Ion Environments in Mn(2+)-Doped Polyelectrolyte Complexes: Dilute Magnetic Saloplastics.

Abstract

Amorphous hydrated complexes of the polyelectrolytes poly(styrene sulfonate) (PSS) and poly(diallyldimethylammonium) were doped with the spin-5/2 ion Mn(2+). X-band electron paramagnetic resonance (EPR) measurements of the Mn(2+) spins within these stoichiometric polyelectrolyte complexes (PECs) revealed an octahedral coordination environment, similar to that observed in aqueous solutions of Mn(2+). This octahedral symmetry of the [Mn(H2O)6](2+) complexes, observed in fully hydrated PECs, is somewhat distorted because of the wide range of ion pairs possible with the sulfonate group on PSS. As the Mn(2+) concentration was increased, the linewidths broadened, indicating the dominance of dipolar broadening over exchange narrowing in determining the linewidths; that is, any exchange narrowing was masked by the large dipolar broadening. The calculated linewidths were used to estimate the strengths of the dipolar interactions, and hence the distances between the Mn(2+) spins, on the basis of a simple model of regularly spaced spins.
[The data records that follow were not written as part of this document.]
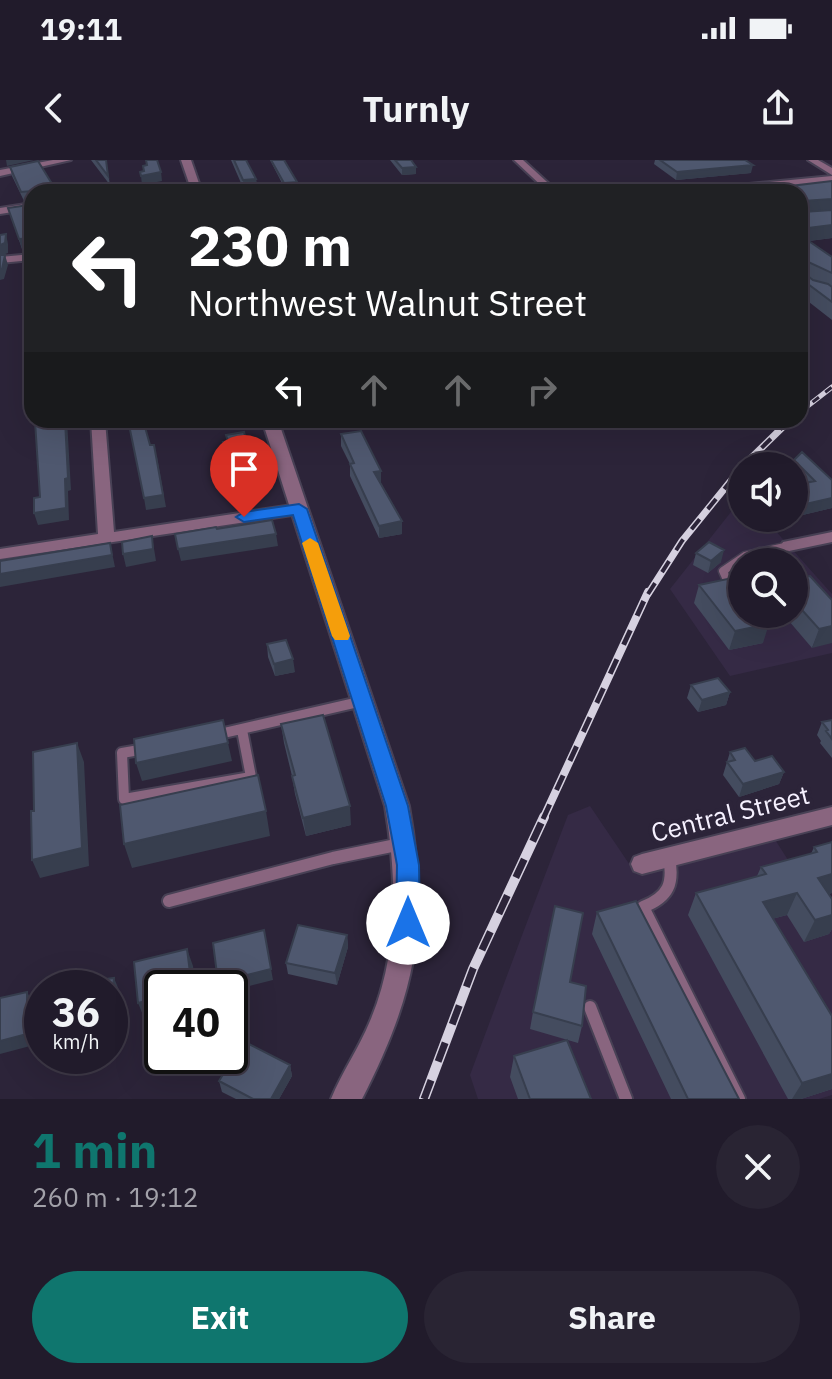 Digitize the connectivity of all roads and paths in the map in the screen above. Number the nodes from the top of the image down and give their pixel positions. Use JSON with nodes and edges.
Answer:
{"nodes":[{"id":1,"x":67,"y":160,"type":"edge"},
{"id":2,"x":186,"y":160,"type":"edge"},
{"id":3,"x":518,"y":160,"type":"edge"},
{"id":4,"x":812,"y":160,"type":"edge"},
{"id":5,"x":832,"y":172,"type":"edge"},
{"id":6,"x":0,"y":173,"type":"edge"},
{"id":7,"x":832,"y":179,"type":"edge"},
{"id":8,"x":194,"y":184,"type":"edge"},
{"id":9,"x":544,"y":184,"type":"edge"},
{"id":10,"x":780,"y":184,"type":"edge"},
{"id":11,"x":24,"y":207,"type":"edge"},
{"id":12,"x":0,"y":211,"type":"edge"},
{"id":13,"x":24,"y":258,"type":"edge"},
{"id":14,"x":0,"y":260,"type":"edge"},
{"id":15,"x":99,"y":428,"type":"edge"},
{"id":16,"x":273,"y":428,"type":"edge"},
{"id":17,"x":299,"y":509,"type":"junction"},
{"id":18,"x":106,"y":537,"type":"junction"},
{"id":19,"x":832,"y":537,"type":"edge"},
{"id":20,"x":789,"y":546,"type":"joint"},
{"id":21,"x":779,"y":548,"type":"edge"},
{"id":22,"x":0,"y":554,"type":"edge"},
{"id":23,"x":363,"y":701,"type":"junction"},
{"id":24,"x":242,"y":730,"type":"junction"},
{"id":25,"x":197,"y":739,"type":"edge"},
{"id":26,"x":152,"y":747,"type":"edge"},
{"id":27,"x":832,"y":816,"type":"edge"},
{"id":28,"x":404,"y":844,"type":"junction"},
{"id":29,"x":669,"y":857,"type":"junction"},
{"id":30,"x":642,"y":864,"type":"dead end"},
{"id":31,"x":169,"y":901,"type":"dead end"},
{"id":32,"x":590,"y":1007,"type":"dead end"},
{"id":33,"x":346,"y":1099,"type":"edge"},
{"id":34,"x":626,"y":1099,"type":"edge"},
{"id":35,"x":739,"y":1099,"type":"edge"}],
"edges":[{"from":1,"to":6,"type":"street"},
{"from":2,"to":8,"type":"street"},
{"from":3,"to":9,"type":"street"},
{"from":4,"to":5,"type":"street"},
{"from":7,"to":10,"type":"street"},
{"from":11,"to":12,"type":"street"},
{"from":13,"to":14,"type":"street"},
{"from":15,"to":18,"type":"street"},
{"from":16,"to":17,"type":"street"},
{"from":17,"to":18,"type":"street"},
{"from":17,"to":23,"type":"street"},
{"from":18,"to":22,"type":"street"},
{"from":19,"to":20,"type":"street"},
{"from":20,"to":21,"type":"lane"},
{"from":23,"to":24,"type":"lane"},
{"from":23,"to":28,"type":"street"},
{"from":24,"to":25,"type":"lane"},
{"from":24,"to":26,"type":"lane"},
{"from":27,"to":29,"type":"street","name":"Central Street"},
{"from":28,"to":31,"type":"lane"},
{"from":28,"to":33,"type":"street"},
{"from":29,"to":30,"type":"street","name":"Central Street"},
{"from":29,"to":35,"type":"lane"},
{"from":32,"to":34,"type":"lane"}]}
The distances calculated by this method were roughly comparable to the geometric average distances calculated on the basis of the Mn(2+) concentrations and densities of the doped PEC samples. From a comparison of their EPR spectra, the ion environments in the doped, fully hydrated PECs were found to be similar to those in hydrated classical ion exchange resins. EPR spectra before and after drying of the PECs indicate the replacement of octahedrally coordinated water by oxide anions from the polyanion chain and the corresponding loss of the symmetric environment of Mn(2+) ions.